A defesa do ex-presidente Jair Bolsonaro alegou ao Supremo Tribunal Federal que ele não sabia da publicação de uma carta feita pelo senador Flávio Bolsonaro nas redes sociais.
Justificativa para a suspensão das visitas
A declaração foi feita em resposta a um pedido de esclarecimento do ministro Alexandre de Moraes, que suspendeu as visitas de Flávio a Jair Bolsonaro enquanto este se encontra em prisão domiciliar. Moraes argumentou que o ex-presidente está proibido de utilizar redes sociais, mesmo que indiretamente.
Os advogados afirmaram que não houve qualquer combinação ou orientação de Bolsonaro sobre a postagem da carta. Destacaram que seu cliente tem cumprido com todas as restrições determinadas pela justiça desde o início da prisão domiciliar e que pretende seguir essa conduta rigorosamente. Após essa manifestação, o ministro Alexandre de Moraes pediu uma resposta da Procuradoria-Geral da República no prazo de cinco dias.

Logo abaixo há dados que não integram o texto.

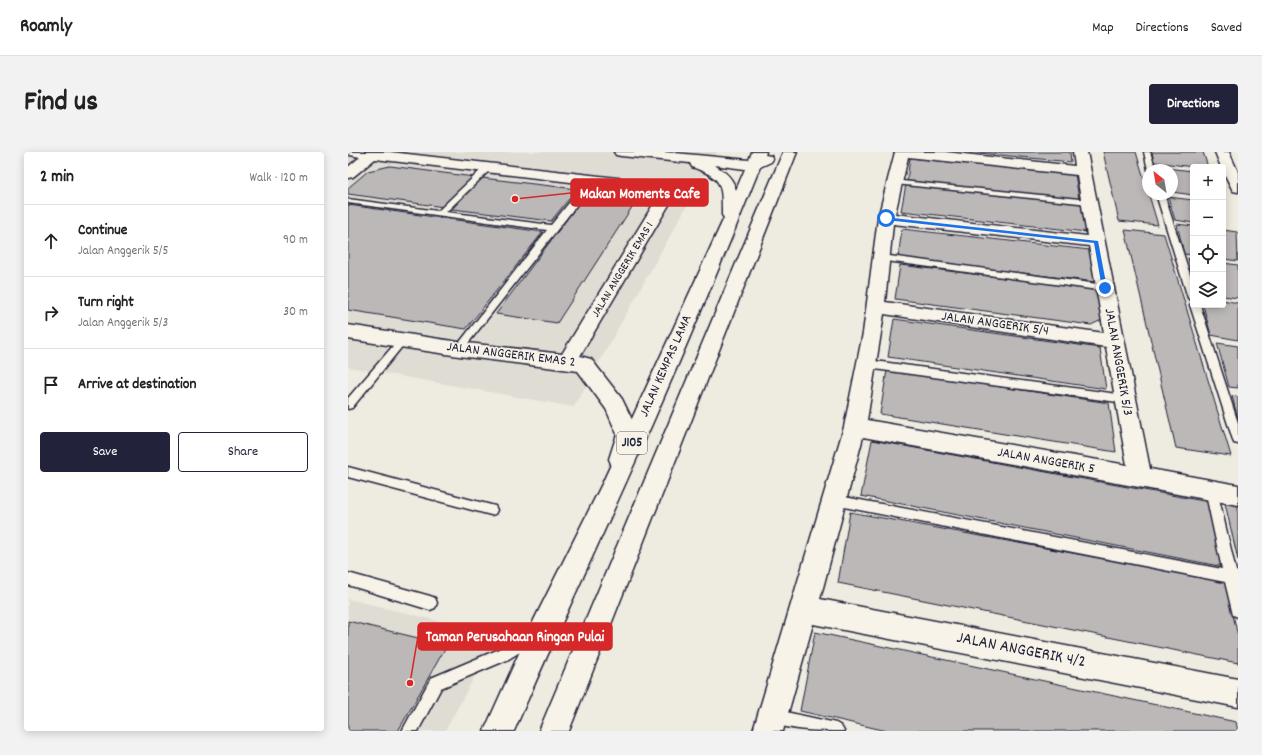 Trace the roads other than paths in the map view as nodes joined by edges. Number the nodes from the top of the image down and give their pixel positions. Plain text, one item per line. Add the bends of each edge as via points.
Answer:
1 (355, 152) edge
2 (621, 152) edge
3 (790, 152) edge
4 (904, 152) edge
5 (1080, 152) edge
6 (1147, 152) edge
7 (1222, 152) edge
8 (373, 153) edge
9 (764, 156) edge
10 (680, 158) junction
11 (1150, 164) edge
12 (488, 168) junction
13 (1083, 171) junction
14 (348, 174) edge
15 (593, 179) junction
16 (895, 182) junction
17 (1238, 188) edge
18 (1162, 200) edge
19 (348, 201) edge
20 (1089, 202) junction
21 (439, 214) junction
22 (765, 215) junction
23 (886, 218) junction
24 (730, 223) junction
25 (553, 228) junction
26 (1096, 242) junction
27 (882, 258) junction
28 (1105, 288) junction
29 (1190, 289) edge
30 (875, 307) junction
31 (1196, 308) edge
32 (348, 332) edge
33 (402, 341) junction
34 (1114, 341) junction
35 (459, 349) junction
36 (568, 362) junction
37 (867, 364) junction
38 (1125, 399) junction
39 (348, 405) edge
40 (854, 427) junction
41 (1238, 440) edge
42 (348, 472) edge
43 (1140, 477) junction
44 (612, 488) junction
45 (1211, 490) junction
46 (1238, 495) edge
47 (834, 500) junction
48 (491, 510) dead end
49 (1234, 577) edge
50 (348, 579) edge
51 (430, 603) dead end
52 (804, 609) junction
53 (1238, 610) edge
54 (544, 630) junction
55 (1238, 693) edge
56 (770, 723) edge
57 (410, 731) edge
58 (499, 731) edge
59 (554, 731) edge
60 (836, 731) edge

1 - 8 street, JALAN ANGGERIK EMAS 1
2 - 10 street
3 - 22 street, J105
4 - 13 street
4 - 16 street
5 - 13 street, JALAN ANGGERIK 5/3
6 - 11 lane
7 - 17 street
8 - 12 street, JALAN ANGGERIK EMAS 1
8 - 14 street
9 - 10 street
9 - 22 street via 774,169
9 - 24 street, JALAN KEMPAS LAMA / J105
10 - 24 street via 712,170 728,183
12 - 15 street, JALAN ANGGERIK EMAS 1
12 - 21 lane
13 - 20 street, JALAN ANGGERIK 5/3
15 - 25 lane
15 - 36 street, JALAN ANGGERIK EMAS 1 via 651,187 662,203
16 - 20 lane
16 - 23 street
18 - 29 lane
19 - 21 lane
20 - 26 street, JALAN ANGGERIK 5/3
21 - 25 lane
22 - 59 street, J105
23 - 26 street
23 - 27 street
24 - 44 street, JALAN KEMPAS LAMA / J105
25 - 35 lane
26 - 28 street, JALAN ANGGERIK 5/3
27 - 28 lane
27 - 30 street
28 - 34 street, JALAN ANGGERIK 5/3
30 - 34 street, JALAN ANGGERIK 5/4
30 - 37 street
31 - 41 lane
32 - 33 street, JALAN ANGGERIK EMAS 2
33 - 35 street, JALAN ANGGERIK EMAS 2
33 - 39 lane
34 - 38 street, JALAN ANGGERIK 5/3
35 - 36 street, JALAN ANGGERIK EMAS 2
36 - 44 street, JALAN ANGGERIK EMAS 2 via 584,364 615,405 628,434
37 - 38 lane
37 - 40 street
38 - 43 street, JALAN ANGGERIK 5/3
40 - 43 street, JALAN ANGGERIK 5
40 - 47 street
42 - 48 lane
43 - 45 street, JALAN ANGGERIK 5
44 - 54 street, JALAN KEMPAS LAMA / J105
45 - 46 street, JALAN ANGGERIK 5
45 - 49 lane
47 - 49 lane
47 - 52 street
49 - 53 lane
50 - 51 lane
52 - 55 street, JALAN ANGGERIK 4/2
52 - 56 street
54 - 57 lane via 502,655 436,682
54 - 58 street, JALAN KEMPAS LAMA / J105
56 - 60 lane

Além disso, Moraes analisará se houve descumprimento da proibição em relação ao uso de redes sociais, podendo decidir pelo retorno de Bolsonaro ao presídio. Em 2022, o ex-presidente foi condenado a 27 anos e três meses de prisão em um processo relacionado a uma tentativa de golpe, mas teve a sentença convertida em prisão domiciliar após uma cirurgia, enquanto se recupera de uma pneumonia.